My name is Derek, and I have my Bachelors Degree in Finance from Grand Valley State University. After graduation, I was not able to find a job that fully utilized my degree, but I still had a passion for Finance! So, I decided to focus my passion in the stock market. I studied Cash Flows, Balance Sheets, and Income Statements, put some money into the market and saw a good return on my investment. As satisfying as this was, I still felt that something was missing. I have a passion for Finance, but I also have a passion for people. If you have a willingness to learn, I will continue to teach.

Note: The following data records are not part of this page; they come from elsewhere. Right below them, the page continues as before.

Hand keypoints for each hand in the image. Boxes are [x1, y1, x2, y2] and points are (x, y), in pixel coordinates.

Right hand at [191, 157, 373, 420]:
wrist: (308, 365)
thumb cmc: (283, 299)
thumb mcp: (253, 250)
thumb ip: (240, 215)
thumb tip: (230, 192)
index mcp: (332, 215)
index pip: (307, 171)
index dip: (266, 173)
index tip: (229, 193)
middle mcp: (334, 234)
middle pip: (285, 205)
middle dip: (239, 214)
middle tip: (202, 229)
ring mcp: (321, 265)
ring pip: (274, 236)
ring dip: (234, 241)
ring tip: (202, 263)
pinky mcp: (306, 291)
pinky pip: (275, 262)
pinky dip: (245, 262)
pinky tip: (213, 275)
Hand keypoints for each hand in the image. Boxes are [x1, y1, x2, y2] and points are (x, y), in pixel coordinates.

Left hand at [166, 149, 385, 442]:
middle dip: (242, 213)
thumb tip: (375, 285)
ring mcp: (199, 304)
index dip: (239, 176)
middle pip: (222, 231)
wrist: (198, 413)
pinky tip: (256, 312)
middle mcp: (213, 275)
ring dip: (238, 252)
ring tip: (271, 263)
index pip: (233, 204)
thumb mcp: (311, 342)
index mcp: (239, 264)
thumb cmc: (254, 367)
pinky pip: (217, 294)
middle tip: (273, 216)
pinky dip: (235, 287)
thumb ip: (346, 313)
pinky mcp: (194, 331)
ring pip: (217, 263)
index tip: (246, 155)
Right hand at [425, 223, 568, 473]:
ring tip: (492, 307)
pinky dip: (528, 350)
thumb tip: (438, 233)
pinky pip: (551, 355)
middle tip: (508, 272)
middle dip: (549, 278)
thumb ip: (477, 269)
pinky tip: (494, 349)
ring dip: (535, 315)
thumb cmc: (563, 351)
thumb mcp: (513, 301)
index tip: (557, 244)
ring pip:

  1. Unfortunately, I don’t think anyone learned the lesson of the last housing bubble popping. I have heard that the low down payment and even the horrible “liars loans” returning to the marketplace. How idiotic is that? And as an ……guilty pleasure warning…..addict of the house hunting shows and TV it becomes apparent that many of those buyers simply cannot really afford the houses they are purchasing. Prices in the cities/areas of the country you mention are INSANE. I’ve seen shows were a 900 square foot condo is a million dollars. And some of the houses they show are simply shacks. If I was house hunting and those are examples of what was available, I’d walk away, go back to my tiny apartment and wait for the next housing implosion and buy then.

    • Haha. Those house hunting shows make me so mad sometimes! They say their budget is $750k or something (which is already at the top end of what they can afford), and then their realtor shows them only properties that are over $750k….and then they choose the most expensive one of them all… People…

      With this post, I hope people take note of the 15 year mortgage and the 25% of take-home pay rules. If they live by these, their lives will be much more positive and pleasurable.

      As always, thanks for the comment, Kathy!

  2. I would add to #5 that once you buy the starter home, to dump extra money into paying it off–I know it’s also the time to be saving for retirement and also kids’ college, but again, it’s a little bit different scenario for those in the ridiculously-priced markets. Our prices in Denver aren’t as high as some you’ve mentioned, but if a person ever wants to upsize from that 2 bedroom condo to accommodate a growing family, then the downpayment on even the mini McMansion will still need to be significant, which can be most easily accomplished by paying down the balance on what is owed on the current living quarters, to be recouped when it is sold.
    Somehow, we do better when paying down to zero than when building up savings–the motivation should be the same, but the “getting to zero” goal is a bigger kick in the pants, and I know hubby and I are not alone. I wonder if anyone has studied the psychology of why that is?

    • You’re absolutely right, Dani! “Somehow, we do better when paying down to zero than when building up savings.” I’m totally with you – pay down the house debt while investing 15%. Then buy the next step up later in life (maybe 5+ years down the road). Great comment!